Holiday Friends, the Weather Machine, Snowblind Traveler

[POP] Few songs sent my roommates and me dancing around the living room this year more than Holiday Friends' "Spirit Girl." The entirety of the band's debut album is like that, full of surf guitars, thick layers of synth and anthemic sing-along vocals, reminiscent of both the Beach Boys and the Killers. But further listening reveals a seriousness beneath the sunny surface. Under the staggering drum beats and hollow organ, Scott Fagerland's woozy falsetto sings of bitter breakups and industrialization. Fresh from opening for Vance Joy, the Astoria quintet is set to perform new material at this month's headlining show. KAITIE TODD. Mississippi Studios, 3939 N Mississippi Ave., 288-3895. 9 pm. $10. 21+.

Sunday, Dec. 28

Burnside Brewing Fourth Anniversary

Burnside is 4 years old as of Dec. 28, and they're celebrating with free snacks, prizes, $4 beers, live music from Big Wet Country and Oleana, and the tapping of their 500th batch of beer, a NW Red Cedar IPA, which they brewed on inspiration from the Beers Made by Walking series in Forest Park. Cheers! Burnside Brewing Co., 701 E Burnside St., 946-8151. 6-11 pm.

Esme Patterson

[AMBER-HUED ROOTS] Ditching the safety of the three-part harmonies that made Colorado folk-rock act Paper Bird so safe, songwriter Esme Patterson has been consistently on the road and releasing new music. Her latest effort, titled Woman to Woman, finds the songwriter composing rejoinders to some of music's biggest names and the female characters in their songs. She recently wrapped up a fall tour with the bawdy Shakey Graves that brought her through town, but Patterson is setting up shop at Al's Den for a weeklong stint, dispensing the amber-hued roots stuff she's staked her name and overwhelming voice to. DAVE CANTOR. Al's Den at the Crystal Hotel, 303 SW 12th Ave., 972-2670. 7 pm. Free. Through Jan. 3. 21+.
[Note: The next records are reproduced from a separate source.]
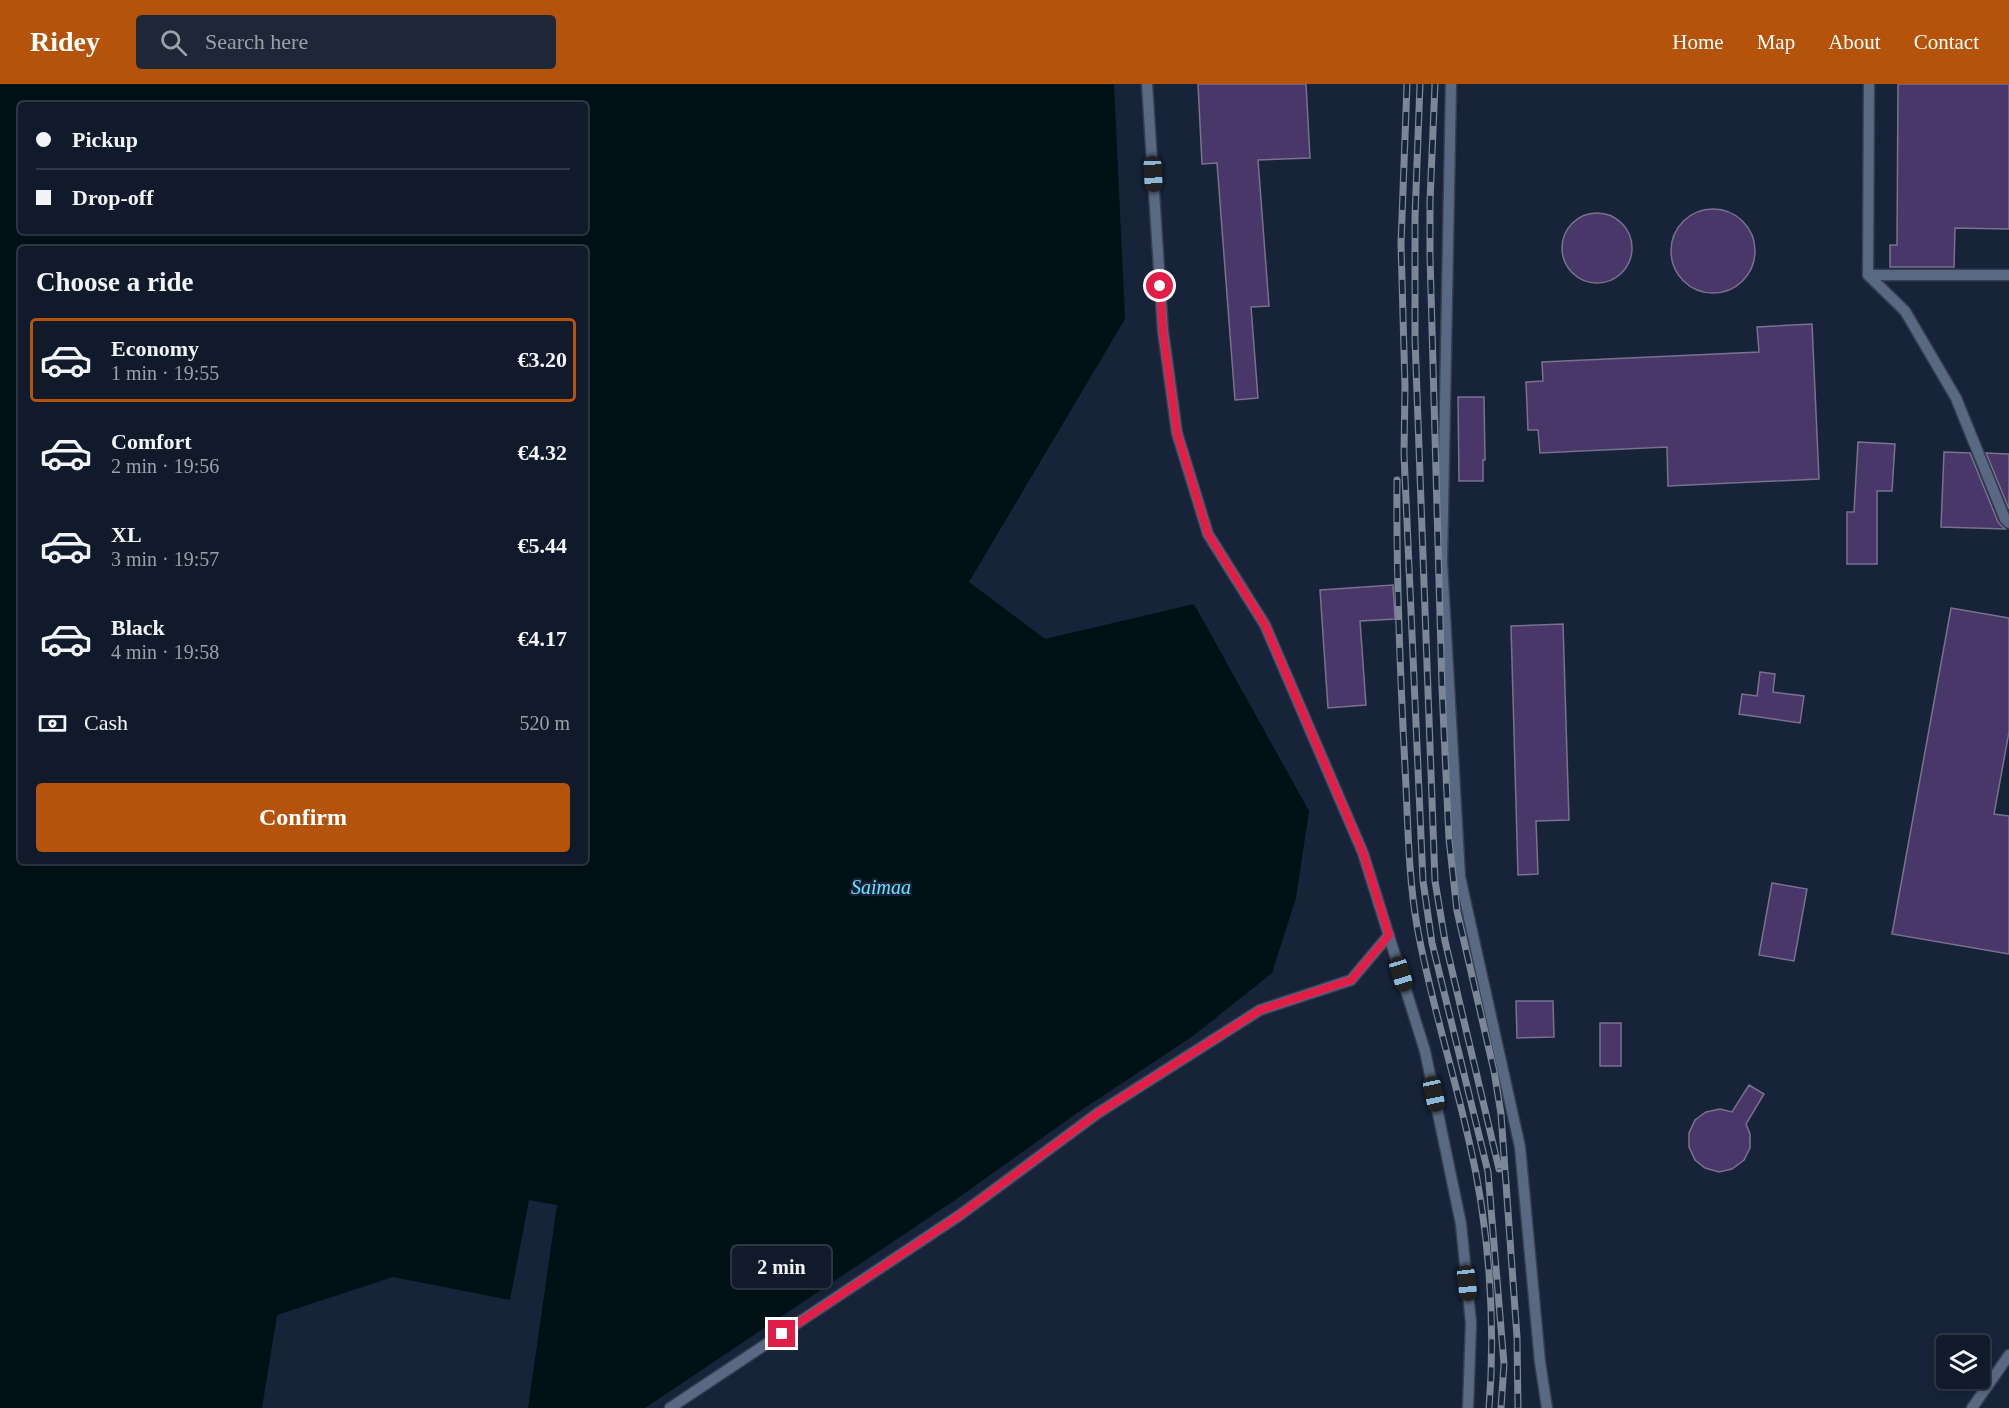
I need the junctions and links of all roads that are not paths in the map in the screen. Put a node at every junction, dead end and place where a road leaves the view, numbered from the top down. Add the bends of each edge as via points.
1 (1148, 84) edge
2 (1450, 84) edge
3 (1869, 84) edge
4 (1868, 275) junction
5 (2009, 275) edge
6 (2009, 523) edge
7 (1389, 935) junction
8 (2009, 1355) edge
9 (670, 1408) edge
10 (1468, 1408) edge
11 (1547, 1408) edge
12 (1972, 1408) edge

1 - 7 lane via 1163,332 1177,433 1208,534 1265,625 1363,853
2 - 11 lane via 1442,563 1460,877 1520,1147
3 - 4 lane
4 - 5 lane
4 - 6 lane via 1905,311 1956,398
7 - 9 lane via 1351,980 1260,1010 1098,1113 960,1215
7 - 10 lane via 1425,1051 1461,1224 1471,1323
8 - 12 lane

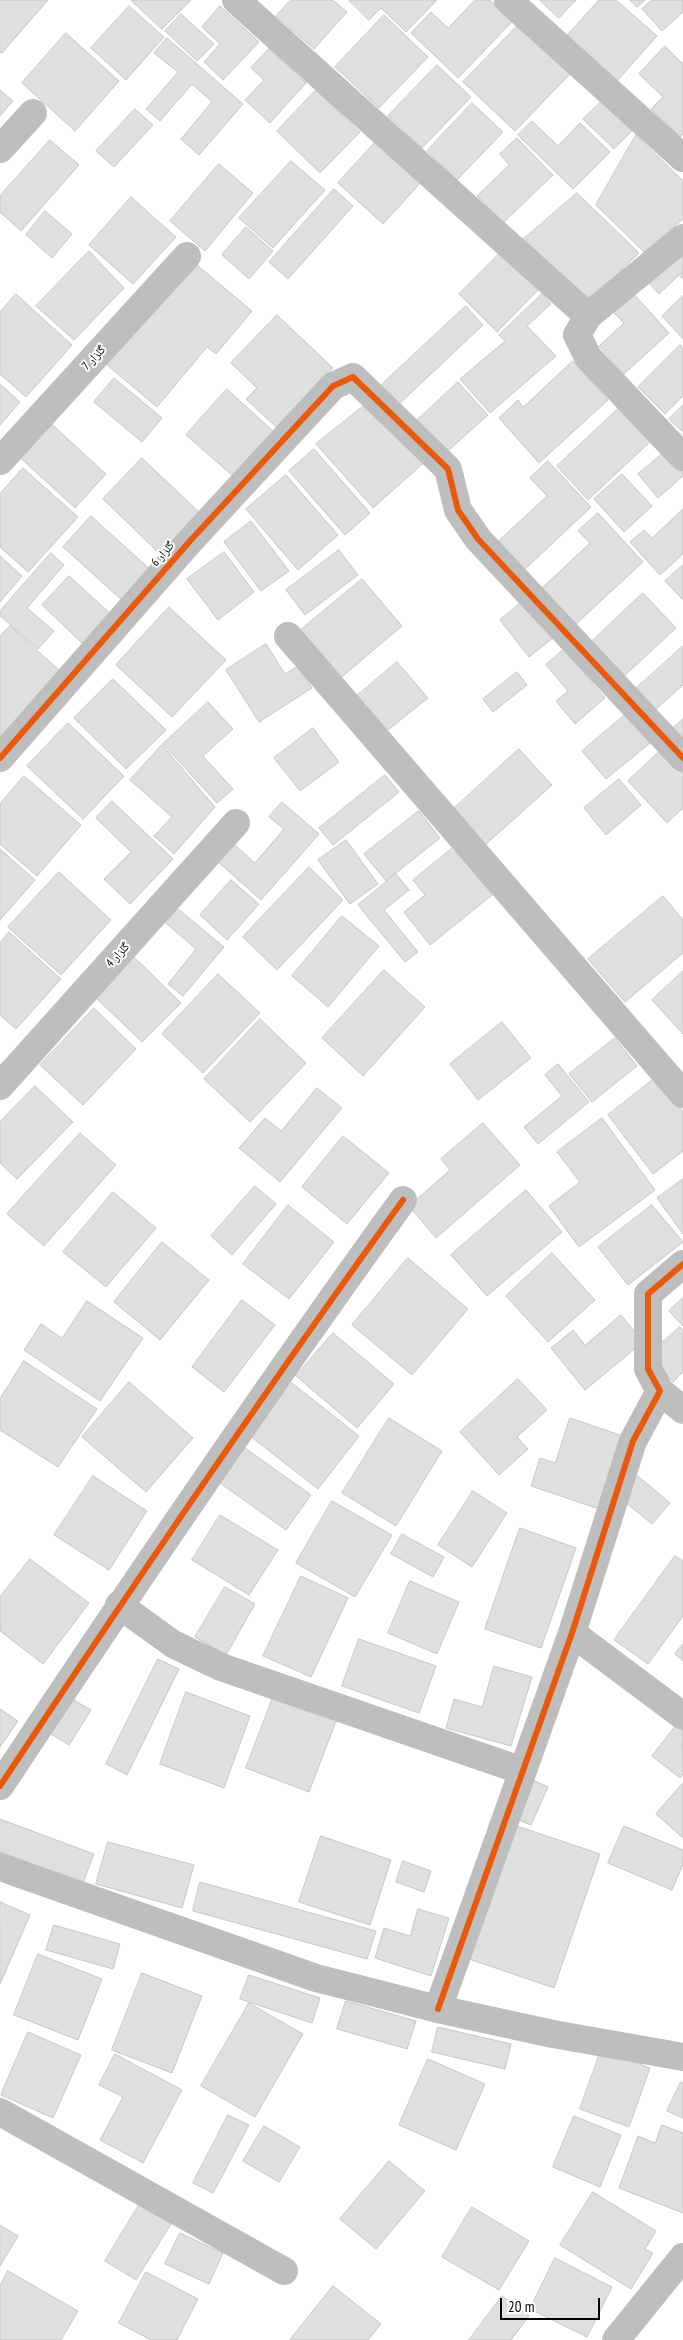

Reignwolf, Down and Outlaws

[THE BLOOZ] With bluesy, distorted riffs and raspy vocals, Reignwolf vibes on a '70s hard-rock blend a la Jack White. It's not necessarily cutting edge, but the project has earned a good deal of hype for being essentially a one-man band, reigned over by Thomas Cook. Not only does Cook write the entirety of his material but he often plays guitar and drums at the same time. And seeing that Cook has toured alongside Black Sabbath, successfully recruited Pearl Jam's Matt Cameron to play drums and been called a musical "badass" by Tommy Lee, Reignwolf has certainly proved worthy of the accolades. ASHLEY JOCZ. Doug Fir Lounge, 830 E Burnside St., 231-9663. 8:30 pm. $20. 21+.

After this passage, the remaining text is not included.